These are the key concepts you need to understand to accurately answer the question.

Graph Theory
Graph theory is a field of mathematics that studies the relationships between pairs of objects. These objects are referred to as vertices, and the connections between them are called edges. Graphs can take on a variety of forms, including paths, trees, cycles, and more complex structures. A tree is a special type of graph that serves as a useful concept here.

  • A tree is a connected graph without cycles.
  • It has a hierarchical structure and is often used to represent organizational forms, computer networking, and data structures.
In the context of our example, the assignment involves creating a tree graph with specific sequences of degrees assigned to its vertices. Understanding graph theory helps to visualize and systematize relationships in structured formats.
Degree of Vertices
The degree of a vertex in a graph refers to the number of edges meeting at that vertex. In simpler words, the degree is how many connections a particular vertex has with other vertices. In our example, the degrees are given as 1, 1, 2, 2, 2, and 2.

  • Vertices with degree 1 are usually called leaf nodes.
  • Vertices with degree 2 in this example form the main path of the tree.
Understanding the degree of each vertex helps us shape the structure of the tree and decide how to interconnect the vertices. Ensuring that the sum of all degrees is twice the total number of edges gives a useful check when forming trees.
Leaf Nodes
Leaf nodes, also known as terminal nodes, are vertices whose degree is exactly 1. These nodes are the endpoints of the tree structure. Their role is crucial because they do not form a part of the main structure but rather terminate paths.

In our example:
  • We have two leaf nodes with degree 1.
  • These are separately attached to vertices in the tree like decorations at the ends, confirming their roles as endpoints.
Leaf nodes give a tree its final structure and often its visual appeal, highlighting both its span and end limits. They are a critical component in delineating the boundaries of paths within a tree.
Path
A path in graph theory refers to a sequence of vertices where each consecutive pair is connected by an edge.
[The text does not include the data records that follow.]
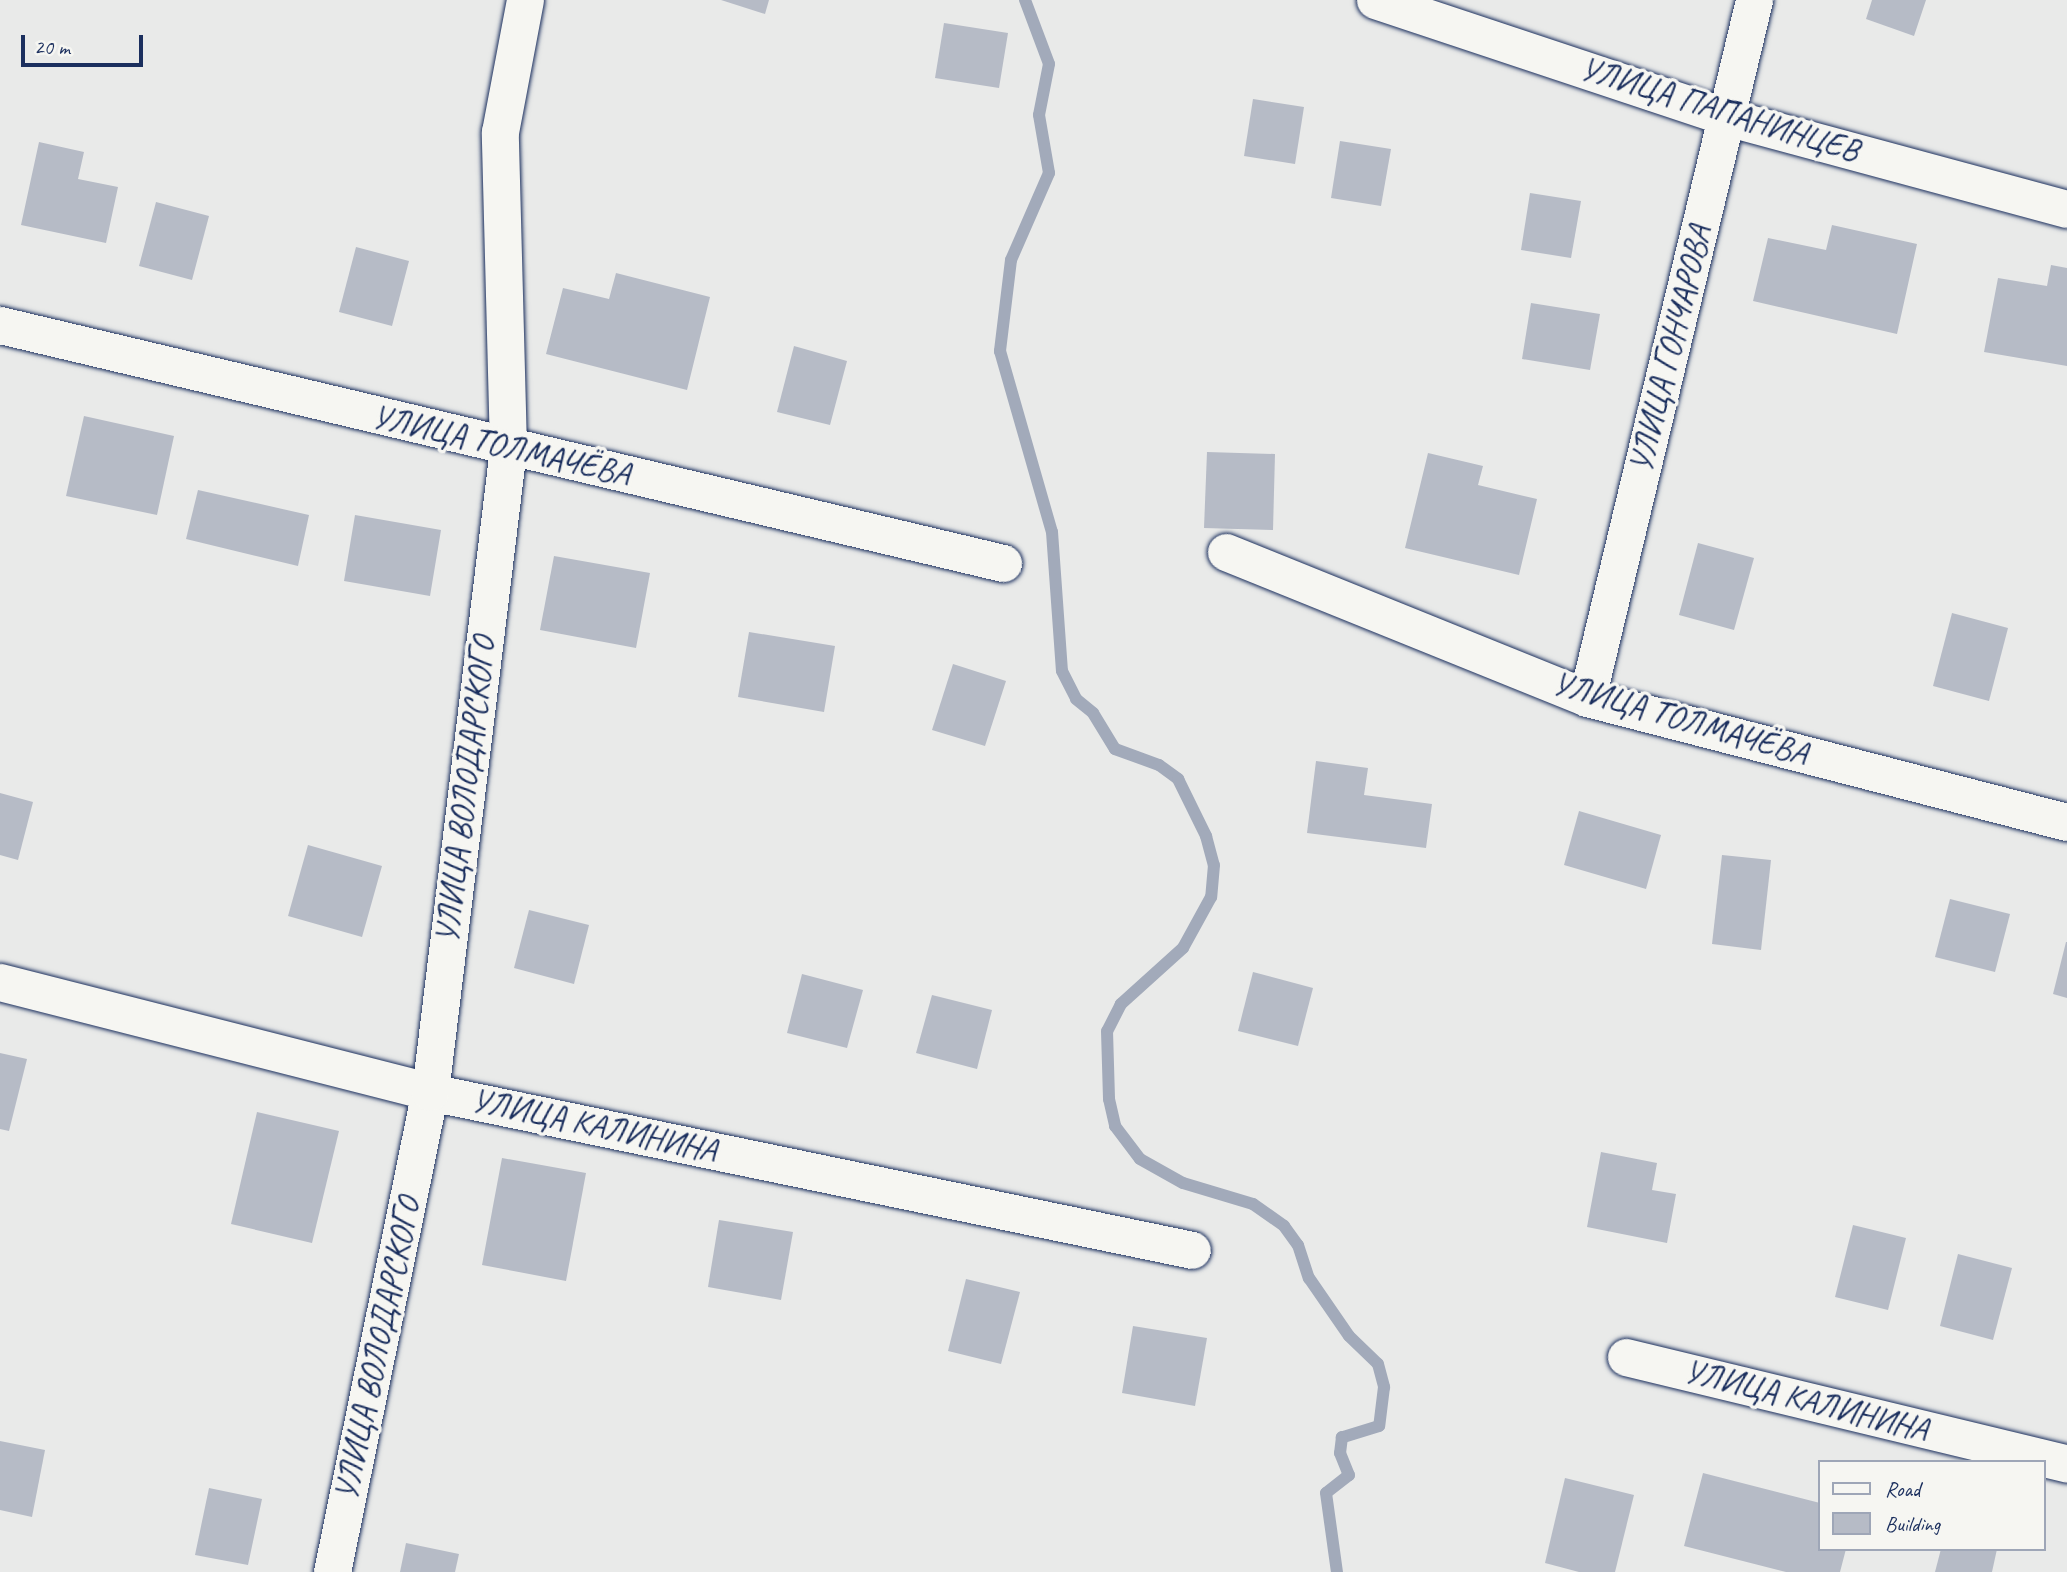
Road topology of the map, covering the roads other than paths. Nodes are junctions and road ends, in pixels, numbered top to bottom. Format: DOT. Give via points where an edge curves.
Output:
graph roads {
  1 [pos="525,0"];
  2 [pos="1375,0"];
  3 [pos="1754,0"];
  4 [pos="1727,117"];
  5 [pos="2067,209"];
  6 [pos="0,325"];
  7 [pos="508,448"];
  8 [pos="1226,552"];
  9 [pos="1003,563"];
  10 [pos="1587,698"];
  11 [pos="2067,822"];
  12 [pos="0,982"];
  13 [pos="430,1093"];
  14 [pos="1192,1250"];
  15 [pos="1626,1357"];
  16 [pos="2067,1464"];
  17 [pos="332,1572"];
  1 -- 7 [label="street, УЛИЦА ВОЛОДАРСКОГО" via="500,132"];
  2 -- 4 [label="street, УЛИЦА ПАПАНИНЦЕВ"];
  3 -- 4 [label="street, УЛИЦА ГОНЧАРОВА"];
  4 -- 5 [label="street, УЛИЦА ПАПАНИНЦЕВ"];
  4 -- 10 [label="street, УЛИЦА ГОНЧАРОВА"];
  6 -- 7 [label="street, УЛИЦА ТОЛМАЧЁВА"];
  7 -- 9 [label="street, УЛИЦА ТОЛМАЧЁВА"];
  7 -- 13 [label="street, УЛИЦА ВОЛОДАРСКОГО"];
  8 -- 10 [label="street, УЛИЦА ТОЛМАЧЁВА"];
  10 -- 11 [label="street, УЛИЦА ТОЛМАЧЁВА"];
  12 -- 13 [label="street, УЛИЦА КАЛИНИНА"];
  13 -- 14 [label="street, УЛИЦА КАЛИНИНА"];
  13 -- 17 [label="street, УЛИЦА ВОЛОДАРСКОГО"];
  15 -- 16 [label="street, УЛИЦА КАЛИНИНА"];
}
In the simplest terms, it's how you can "walk" from one vertex to another following the edges.

For the tree in our example:
  • We form a path with vertices that have degree of 2, creating the path A-B-C-D.
  • This path becomes the backbone of our tree, establishing the main structure.
Paths ensure that all vertices are accessible and connected, maintaining the integrity of the tree structure without forming loops. By controlling the path's formation, we can effectively manage how information or relationships are distributed through the charted structure. Understanding paths is fundamental to using graph theory to build logical and organized systems.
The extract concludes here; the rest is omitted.